17. In the light of above discussion, it emerges before this Court
the issue which requires a judicial consideration in the context of
present application and argument advanced by the parties as under:
19
(i) whether a person can be debarred from filing
and prosecuting complaint under section 138 of the
Act even if he is doing business of money lending
without holding a valid licence and whether there is
apparent conflict between provisions of the Bengal
Money Lenders Act, 1940 and section 138 of the Act ?
18. Every statute is enacted for specific purpose and intent and
should be read as a whole. The legislature enacts statutes and
legislation and takes appropriate precautions at time of drafting and
enacting different legal provisions but sometimes conflicts appear in
interpretation of different statutory provisions. In this eventuality
Doctrine of Harmonious Construction needs to be adopted. The legal
provisions contained in one particular statute cannot be read to
defeat legal provisions contained in another statute and both legal
provisions contained in different statute should be given maximum
effect in their operation and applicability.
19. The Bengal Money Lenders Act, 1940 and Chapter XVII of
the Negotiable Instruments Act, 1881 which was incorporated by the
Banking, Public Financial Institutions and Negotiable Instruments
Laws (Amendment) Act, 1988 for providing penalties in case of
dishonour of cheques with an objective to encourage the culture of
20
use of cheques and enhancing the credibility of the instrument. Both
statutory provisions were enacted with different objectives and intent
and are operational in independent and separate legal spheres.
20. There is no apparent conflict between provisions of the
Bengal Money Lenders Act, 1940 which is not apparently bars civil
remedy for a money lender who is not having valid licence or
certificate for doing business of money lending and Chapter XVII of
the Act which provides criminal remedies and penalties in case of
dishonour of a cheque due to reasons as mentioned in section 138 of
the Act.
21. The legal issue that if a complainant who is not having valid
licence or certificate for money lending can institute and prosecute
complaint under section 138 of the Act came for consideration before
different High Courts besides other related issues.
22. The Hon'ble Delhi High Court in Dhanjit Singh Nanda v.
State, Crl.M.C.209/2009 decided on 09.02.2009 rejected the
argument that the complainant is debarred from recovering loan
amount as he is not a registered money lender. It was observed as
under: --
"The next argument addressed by the petitioner that the
respondent was debarred from recovering the loan
amount being not a registered money lender does not lie
in the mouth of the petitioner for two reasons: The
petitioner took the loan from the respondent voluntarily
and even executed an agreement in this regard whereby
he agreed to repay the same after ninety days with
interest. At the same time, he also issued the cheque in
question for the repayment of the loan but became
dishonest when the cheque was presented for
encashment. The second reason to reject the argument
of the petitioner is that the proceedings under Section
138 of NI Act are not recovery proceeding but are
proceedings to punish a person who after issuing a
cheque fails to honour the same and also commits a
default in paying the said amount on receipt of the
notice."
23. The Hon'ble Delhi High Court in the case Virender Singh v.

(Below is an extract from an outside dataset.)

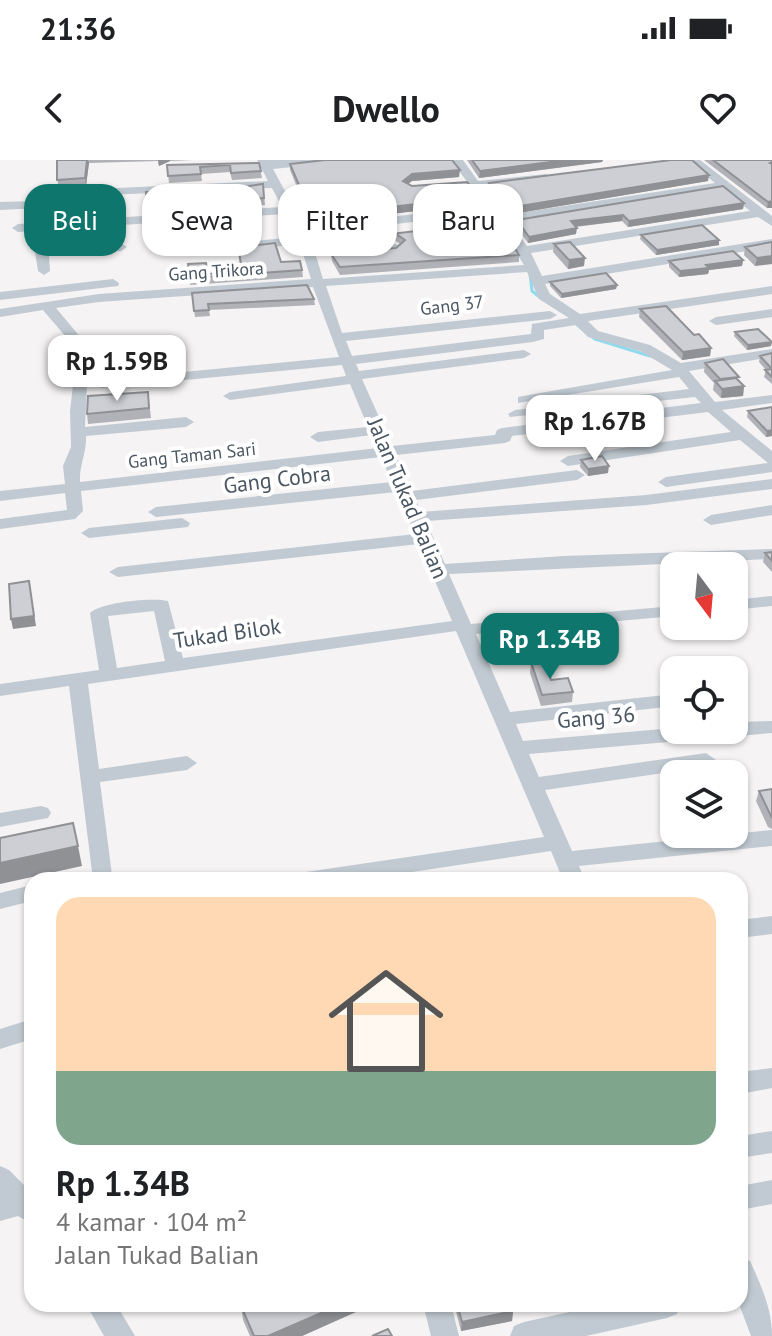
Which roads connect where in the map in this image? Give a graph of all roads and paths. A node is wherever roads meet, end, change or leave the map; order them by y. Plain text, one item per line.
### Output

Deepak Bhatia, Crl.L.P. 491/2011 decided on 08.04.2011
observed that the instant cases relate to an advance made by the
petitioner to the respondents on the basis of the cheques which
admittedly are negotiable instrument and as such any bar in the
provisions of the Bengal Money Lenders Act, 1940 is not attracted to
a loan given on the basis of a negotiable instrument and/ or request
of the borrower.
24. The Hon'ble Delhi High Court in the case of Kajal v. Vikas
Marwah, Crl.A. 870/2013 decided on 27.03.2014 considered
issue whether if the complainant is not holder of money lending
licence can he be debarred from filing complaint under section 138 of
the Act. It was observed as under: --
"In my view, even if the appellant/complainant was
engaged in lending money, that would not debar her
from filing a complaint under Section 138 of the
Negotiable Instruments Act, if a cheque issued to her
towards repayment of the loan advanced by her is
dishonoured by the bank for want of funds and the
drawer of the cheques fails to make payment within the
prescribed time, after receipt of legal notice from the
lender. Section 3 of the Punjab Registration of Money
Lenders' Act, 1938, which applies to Delhi, to the extent
it is relevant provides that notwithstanding anything
contained in any other enactment for the time being in
force, a suit by a money lender for the recovery of a loan
shall, after the commencement of the Act, be dismissed
unless the money lender at the time of institution of the
suit is registered and holds a valid license or holds a
certificate from the Commissioner granted under Section
11 of the Act, specifying the loan in respect of which the
suit is instituted or if he is not already a registered or
licensed money lender, he satisfies the court that he has
applied for such registration or license but the
application is pending. The aforesaid provision does not
debar a money lender from instituting a complaint under
Section 138 of the Negotiable Instruments Act, 1881,
which is a remedy enforceable before a criminal court,
and totally independent of a civil suit. The criminal
liability is incurred only in case a cheque is issued in
discharge of a debt or other liability, the said cheque is
dishonoured for want of funds and the borrower fails to
make payment of the amount of the cheque even after
receipt of a notice from the lender."
25. The complainant, in the complaint, alleges that amounts
were advanced as financial assistance to the petitioner in pursuant to
his request, the complainant had lent an advance a sum of Rs.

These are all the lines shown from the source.